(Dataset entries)

════

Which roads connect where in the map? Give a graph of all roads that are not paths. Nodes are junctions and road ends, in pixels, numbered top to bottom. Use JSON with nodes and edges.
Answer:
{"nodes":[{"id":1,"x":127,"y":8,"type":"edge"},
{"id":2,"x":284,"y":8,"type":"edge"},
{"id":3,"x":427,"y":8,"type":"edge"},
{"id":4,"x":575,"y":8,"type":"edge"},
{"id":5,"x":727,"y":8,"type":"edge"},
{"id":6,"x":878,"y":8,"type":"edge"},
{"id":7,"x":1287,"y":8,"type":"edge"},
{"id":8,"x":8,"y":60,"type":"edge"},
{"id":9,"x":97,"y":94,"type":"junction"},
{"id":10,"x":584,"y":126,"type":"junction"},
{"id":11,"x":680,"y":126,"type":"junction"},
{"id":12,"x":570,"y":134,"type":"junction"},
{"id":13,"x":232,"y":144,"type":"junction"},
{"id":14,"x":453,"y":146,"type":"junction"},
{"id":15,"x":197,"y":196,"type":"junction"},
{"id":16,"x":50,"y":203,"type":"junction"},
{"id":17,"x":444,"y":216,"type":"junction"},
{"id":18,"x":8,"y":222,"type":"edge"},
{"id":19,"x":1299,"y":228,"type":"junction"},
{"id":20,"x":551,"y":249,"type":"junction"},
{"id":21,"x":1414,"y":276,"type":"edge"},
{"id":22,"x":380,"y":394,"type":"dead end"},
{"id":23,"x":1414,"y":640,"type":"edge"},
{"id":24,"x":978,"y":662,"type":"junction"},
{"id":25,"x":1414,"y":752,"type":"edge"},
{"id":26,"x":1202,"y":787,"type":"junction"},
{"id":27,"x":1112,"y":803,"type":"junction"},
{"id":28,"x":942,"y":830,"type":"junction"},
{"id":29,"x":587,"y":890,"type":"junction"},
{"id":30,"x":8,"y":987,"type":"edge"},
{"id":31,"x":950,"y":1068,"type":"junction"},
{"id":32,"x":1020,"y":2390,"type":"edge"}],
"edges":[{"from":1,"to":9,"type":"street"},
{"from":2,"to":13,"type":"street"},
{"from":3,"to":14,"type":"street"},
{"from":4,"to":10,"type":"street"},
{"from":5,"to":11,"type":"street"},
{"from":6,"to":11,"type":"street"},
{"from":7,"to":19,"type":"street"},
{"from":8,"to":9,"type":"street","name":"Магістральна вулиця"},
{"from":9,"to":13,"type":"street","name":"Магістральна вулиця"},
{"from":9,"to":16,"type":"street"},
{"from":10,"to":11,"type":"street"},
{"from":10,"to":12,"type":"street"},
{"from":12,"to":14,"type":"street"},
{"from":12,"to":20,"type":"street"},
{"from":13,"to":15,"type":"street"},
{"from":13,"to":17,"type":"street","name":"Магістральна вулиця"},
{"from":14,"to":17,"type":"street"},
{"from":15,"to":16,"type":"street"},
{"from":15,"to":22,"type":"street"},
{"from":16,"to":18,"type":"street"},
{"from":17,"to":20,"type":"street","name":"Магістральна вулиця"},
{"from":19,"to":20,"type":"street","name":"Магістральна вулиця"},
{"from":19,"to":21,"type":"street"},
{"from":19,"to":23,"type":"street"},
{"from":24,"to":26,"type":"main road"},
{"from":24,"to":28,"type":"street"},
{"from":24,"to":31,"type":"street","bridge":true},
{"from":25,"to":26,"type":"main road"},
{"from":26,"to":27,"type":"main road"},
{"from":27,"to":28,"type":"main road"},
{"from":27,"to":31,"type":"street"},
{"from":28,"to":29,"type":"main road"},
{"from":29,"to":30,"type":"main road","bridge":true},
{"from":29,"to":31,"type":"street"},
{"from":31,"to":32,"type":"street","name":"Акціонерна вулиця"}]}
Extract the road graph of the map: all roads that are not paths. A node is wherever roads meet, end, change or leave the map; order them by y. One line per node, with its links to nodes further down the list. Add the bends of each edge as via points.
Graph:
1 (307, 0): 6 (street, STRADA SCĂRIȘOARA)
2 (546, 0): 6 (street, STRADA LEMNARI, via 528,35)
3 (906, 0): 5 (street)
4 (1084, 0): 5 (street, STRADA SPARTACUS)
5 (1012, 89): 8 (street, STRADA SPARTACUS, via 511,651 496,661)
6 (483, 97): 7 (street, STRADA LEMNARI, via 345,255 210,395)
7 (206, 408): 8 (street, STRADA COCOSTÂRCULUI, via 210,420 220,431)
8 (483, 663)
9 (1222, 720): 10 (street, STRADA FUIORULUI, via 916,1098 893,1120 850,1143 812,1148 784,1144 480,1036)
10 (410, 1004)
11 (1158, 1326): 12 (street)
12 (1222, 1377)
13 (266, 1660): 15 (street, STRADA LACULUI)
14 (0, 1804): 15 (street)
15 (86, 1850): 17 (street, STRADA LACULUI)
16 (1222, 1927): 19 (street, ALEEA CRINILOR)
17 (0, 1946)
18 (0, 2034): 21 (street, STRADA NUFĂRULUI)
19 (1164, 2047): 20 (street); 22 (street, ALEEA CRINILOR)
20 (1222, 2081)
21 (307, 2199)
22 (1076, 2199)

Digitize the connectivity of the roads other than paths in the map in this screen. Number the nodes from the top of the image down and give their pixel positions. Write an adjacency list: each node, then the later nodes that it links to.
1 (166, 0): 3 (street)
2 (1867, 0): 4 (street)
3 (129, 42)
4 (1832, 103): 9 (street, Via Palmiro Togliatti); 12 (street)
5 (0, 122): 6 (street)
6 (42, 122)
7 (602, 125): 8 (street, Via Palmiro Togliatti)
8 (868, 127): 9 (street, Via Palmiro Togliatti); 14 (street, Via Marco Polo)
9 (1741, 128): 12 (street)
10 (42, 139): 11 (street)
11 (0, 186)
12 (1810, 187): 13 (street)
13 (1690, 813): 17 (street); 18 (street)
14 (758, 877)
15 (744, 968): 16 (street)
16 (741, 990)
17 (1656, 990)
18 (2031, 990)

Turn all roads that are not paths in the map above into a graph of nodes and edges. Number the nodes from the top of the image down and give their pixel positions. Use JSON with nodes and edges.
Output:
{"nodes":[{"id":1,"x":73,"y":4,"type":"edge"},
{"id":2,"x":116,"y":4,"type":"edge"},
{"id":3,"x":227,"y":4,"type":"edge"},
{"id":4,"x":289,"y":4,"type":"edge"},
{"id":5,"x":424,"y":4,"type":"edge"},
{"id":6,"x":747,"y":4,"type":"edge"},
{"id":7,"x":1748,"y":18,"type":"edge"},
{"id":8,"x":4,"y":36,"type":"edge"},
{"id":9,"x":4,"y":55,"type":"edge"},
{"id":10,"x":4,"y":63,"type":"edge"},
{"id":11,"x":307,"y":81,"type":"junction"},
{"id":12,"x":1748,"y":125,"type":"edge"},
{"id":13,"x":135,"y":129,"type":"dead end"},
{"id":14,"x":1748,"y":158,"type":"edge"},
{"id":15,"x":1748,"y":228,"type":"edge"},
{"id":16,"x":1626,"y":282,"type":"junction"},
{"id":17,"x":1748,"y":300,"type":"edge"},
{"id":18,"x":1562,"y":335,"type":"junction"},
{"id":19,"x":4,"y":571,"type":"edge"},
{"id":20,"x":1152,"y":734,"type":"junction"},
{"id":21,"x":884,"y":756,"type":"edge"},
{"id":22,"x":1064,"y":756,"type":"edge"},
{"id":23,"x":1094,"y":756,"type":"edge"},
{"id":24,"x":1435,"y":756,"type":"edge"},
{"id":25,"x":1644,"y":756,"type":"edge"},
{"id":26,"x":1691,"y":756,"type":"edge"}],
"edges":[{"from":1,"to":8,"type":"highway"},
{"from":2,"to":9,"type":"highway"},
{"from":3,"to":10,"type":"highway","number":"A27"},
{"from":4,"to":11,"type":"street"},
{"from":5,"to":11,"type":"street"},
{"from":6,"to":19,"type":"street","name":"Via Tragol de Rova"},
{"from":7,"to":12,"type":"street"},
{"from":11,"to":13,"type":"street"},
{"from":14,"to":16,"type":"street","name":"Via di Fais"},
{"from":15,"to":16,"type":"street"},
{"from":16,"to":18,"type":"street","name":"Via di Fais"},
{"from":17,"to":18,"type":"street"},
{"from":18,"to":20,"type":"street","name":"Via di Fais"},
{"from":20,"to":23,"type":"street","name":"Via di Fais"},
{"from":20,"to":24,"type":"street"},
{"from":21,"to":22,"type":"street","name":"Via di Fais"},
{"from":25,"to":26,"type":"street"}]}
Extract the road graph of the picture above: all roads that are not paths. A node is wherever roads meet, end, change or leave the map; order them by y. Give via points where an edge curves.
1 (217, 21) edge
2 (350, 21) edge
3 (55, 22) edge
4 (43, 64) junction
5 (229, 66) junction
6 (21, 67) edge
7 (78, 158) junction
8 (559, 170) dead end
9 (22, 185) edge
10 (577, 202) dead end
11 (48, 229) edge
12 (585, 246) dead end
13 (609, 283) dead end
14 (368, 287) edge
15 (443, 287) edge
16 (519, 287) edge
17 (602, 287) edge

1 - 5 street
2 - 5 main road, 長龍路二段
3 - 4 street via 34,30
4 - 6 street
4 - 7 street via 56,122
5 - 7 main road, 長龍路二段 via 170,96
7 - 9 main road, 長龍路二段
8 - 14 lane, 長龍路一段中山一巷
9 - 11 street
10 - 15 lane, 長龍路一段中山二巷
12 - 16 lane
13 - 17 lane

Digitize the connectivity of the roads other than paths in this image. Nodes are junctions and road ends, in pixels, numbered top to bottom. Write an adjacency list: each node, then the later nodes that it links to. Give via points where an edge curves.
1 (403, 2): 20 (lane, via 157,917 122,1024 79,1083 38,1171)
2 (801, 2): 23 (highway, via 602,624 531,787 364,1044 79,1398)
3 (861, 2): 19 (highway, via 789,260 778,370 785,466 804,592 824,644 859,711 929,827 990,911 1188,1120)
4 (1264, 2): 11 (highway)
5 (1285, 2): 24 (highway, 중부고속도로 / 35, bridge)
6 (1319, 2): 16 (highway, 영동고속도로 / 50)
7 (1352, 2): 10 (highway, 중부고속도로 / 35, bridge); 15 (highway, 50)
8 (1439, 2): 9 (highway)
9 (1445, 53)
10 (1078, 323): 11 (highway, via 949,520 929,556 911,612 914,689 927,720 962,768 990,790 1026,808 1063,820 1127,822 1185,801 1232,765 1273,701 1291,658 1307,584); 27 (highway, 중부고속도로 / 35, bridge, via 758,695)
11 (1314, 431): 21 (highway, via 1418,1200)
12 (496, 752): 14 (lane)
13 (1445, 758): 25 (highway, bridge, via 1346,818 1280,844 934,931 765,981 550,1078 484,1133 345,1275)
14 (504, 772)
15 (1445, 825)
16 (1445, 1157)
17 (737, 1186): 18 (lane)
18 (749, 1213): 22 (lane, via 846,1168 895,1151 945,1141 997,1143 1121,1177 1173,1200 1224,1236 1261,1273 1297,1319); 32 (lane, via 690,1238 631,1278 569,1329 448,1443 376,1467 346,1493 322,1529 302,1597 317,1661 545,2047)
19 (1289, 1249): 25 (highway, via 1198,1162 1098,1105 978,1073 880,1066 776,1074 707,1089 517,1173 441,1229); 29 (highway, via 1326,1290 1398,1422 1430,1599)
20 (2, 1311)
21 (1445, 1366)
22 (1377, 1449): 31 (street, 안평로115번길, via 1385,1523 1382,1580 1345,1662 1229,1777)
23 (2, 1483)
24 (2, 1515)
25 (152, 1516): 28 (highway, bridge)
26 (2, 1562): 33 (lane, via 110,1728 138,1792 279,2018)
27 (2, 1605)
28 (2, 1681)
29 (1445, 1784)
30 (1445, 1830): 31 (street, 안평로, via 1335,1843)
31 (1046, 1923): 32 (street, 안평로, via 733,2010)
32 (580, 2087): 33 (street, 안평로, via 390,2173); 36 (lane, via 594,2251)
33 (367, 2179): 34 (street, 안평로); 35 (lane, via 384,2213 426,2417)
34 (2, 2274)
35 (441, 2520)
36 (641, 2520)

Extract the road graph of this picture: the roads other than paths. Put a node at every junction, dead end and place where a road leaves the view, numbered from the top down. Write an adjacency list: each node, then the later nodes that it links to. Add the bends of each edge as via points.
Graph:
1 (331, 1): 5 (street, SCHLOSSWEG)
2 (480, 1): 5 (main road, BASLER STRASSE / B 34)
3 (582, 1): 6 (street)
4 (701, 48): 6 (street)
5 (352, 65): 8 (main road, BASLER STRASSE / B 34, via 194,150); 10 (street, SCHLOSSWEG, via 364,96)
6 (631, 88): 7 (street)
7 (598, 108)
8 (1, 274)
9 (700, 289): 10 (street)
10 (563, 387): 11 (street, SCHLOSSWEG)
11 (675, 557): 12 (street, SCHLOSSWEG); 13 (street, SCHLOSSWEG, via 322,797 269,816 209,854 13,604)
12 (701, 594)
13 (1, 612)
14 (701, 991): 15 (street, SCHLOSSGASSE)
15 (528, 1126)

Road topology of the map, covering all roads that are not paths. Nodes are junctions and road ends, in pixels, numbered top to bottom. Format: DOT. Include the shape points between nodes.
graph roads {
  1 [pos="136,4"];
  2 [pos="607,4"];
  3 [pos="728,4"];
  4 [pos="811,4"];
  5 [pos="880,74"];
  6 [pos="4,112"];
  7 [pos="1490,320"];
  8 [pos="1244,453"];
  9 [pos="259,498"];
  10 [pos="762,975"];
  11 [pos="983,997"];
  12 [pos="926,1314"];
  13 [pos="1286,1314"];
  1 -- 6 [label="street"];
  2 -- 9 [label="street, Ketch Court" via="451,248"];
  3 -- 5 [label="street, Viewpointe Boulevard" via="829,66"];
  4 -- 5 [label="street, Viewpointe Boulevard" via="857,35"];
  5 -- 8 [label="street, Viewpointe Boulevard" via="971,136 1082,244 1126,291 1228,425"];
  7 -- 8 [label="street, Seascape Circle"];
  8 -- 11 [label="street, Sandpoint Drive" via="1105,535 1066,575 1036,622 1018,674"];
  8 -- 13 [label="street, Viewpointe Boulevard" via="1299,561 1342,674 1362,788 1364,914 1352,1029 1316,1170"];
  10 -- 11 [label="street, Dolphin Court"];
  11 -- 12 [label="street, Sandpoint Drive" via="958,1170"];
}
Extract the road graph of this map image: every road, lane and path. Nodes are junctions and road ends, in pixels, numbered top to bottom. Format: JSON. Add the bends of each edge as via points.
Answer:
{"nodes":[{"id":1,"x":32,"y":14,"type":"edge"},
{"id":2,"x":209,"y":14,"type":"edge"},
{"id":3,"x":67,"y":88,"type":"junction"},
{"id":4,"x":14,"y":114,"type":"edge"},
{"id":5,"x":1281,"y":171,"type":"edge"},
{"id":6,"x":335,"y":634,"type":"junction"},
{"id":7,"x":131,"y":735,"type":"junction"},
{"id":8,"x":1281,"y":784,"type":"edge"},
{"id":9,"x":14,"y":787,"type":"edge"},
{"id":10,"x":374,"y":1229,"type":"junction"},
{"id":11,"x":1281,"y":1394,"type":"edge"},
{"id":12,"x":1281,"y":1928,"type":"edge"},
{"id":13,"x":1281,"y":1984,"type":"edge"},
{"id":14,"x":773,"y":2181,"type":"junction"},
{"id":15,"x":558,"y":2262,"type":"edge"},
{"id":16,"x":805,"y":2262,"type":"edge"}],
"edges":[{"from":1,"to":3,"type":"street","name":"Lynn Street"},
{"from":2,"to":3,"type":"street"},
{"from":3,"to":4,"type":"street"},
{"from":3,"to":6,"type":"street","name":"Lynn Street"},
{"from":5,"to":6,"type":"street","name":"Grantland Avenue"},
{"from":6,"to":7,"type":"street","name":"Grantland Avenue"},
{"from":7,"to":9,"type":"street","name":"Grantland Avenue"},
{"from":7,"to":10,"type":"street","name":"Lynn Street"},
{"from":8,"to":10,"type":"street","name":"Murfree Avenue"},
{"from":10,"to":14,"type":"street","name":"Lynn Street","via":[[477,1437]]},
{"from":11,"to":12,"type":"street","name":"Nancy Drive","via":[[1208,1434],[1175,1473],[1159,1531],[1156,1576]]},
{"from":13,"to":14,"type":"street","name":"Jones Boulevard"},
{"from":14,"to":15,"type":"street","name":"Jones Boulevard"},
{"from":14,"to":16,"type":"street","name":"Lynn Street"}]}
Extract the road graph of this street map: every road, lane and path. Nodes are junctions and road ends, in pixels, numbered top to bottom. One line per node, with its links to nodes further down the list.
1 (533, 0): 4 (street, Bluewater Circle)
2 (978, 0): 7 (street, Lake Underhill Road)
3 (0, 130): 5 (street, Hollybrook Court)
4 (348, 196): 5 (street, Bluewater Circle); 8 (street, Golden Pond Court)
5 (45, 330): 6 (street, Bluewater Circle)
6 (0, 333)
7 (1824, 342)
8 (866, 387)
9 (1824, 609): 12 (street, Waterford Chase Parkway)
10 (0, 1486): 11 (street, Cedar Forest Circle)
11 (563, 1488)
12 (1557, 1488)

════

WORK TASK: Among the lines above, which contain the word "STRASSE"? Copy every one.

ANSWER TO THE EXERCISE:
2 (480, 1): 5 (main road, BASLER STRASSE / B 34)
5 (352, 65): 8 (main road, BASLER STRASSE / B 34, via 194,150); 10 (street, SCHLOSSWEG, via 364,96)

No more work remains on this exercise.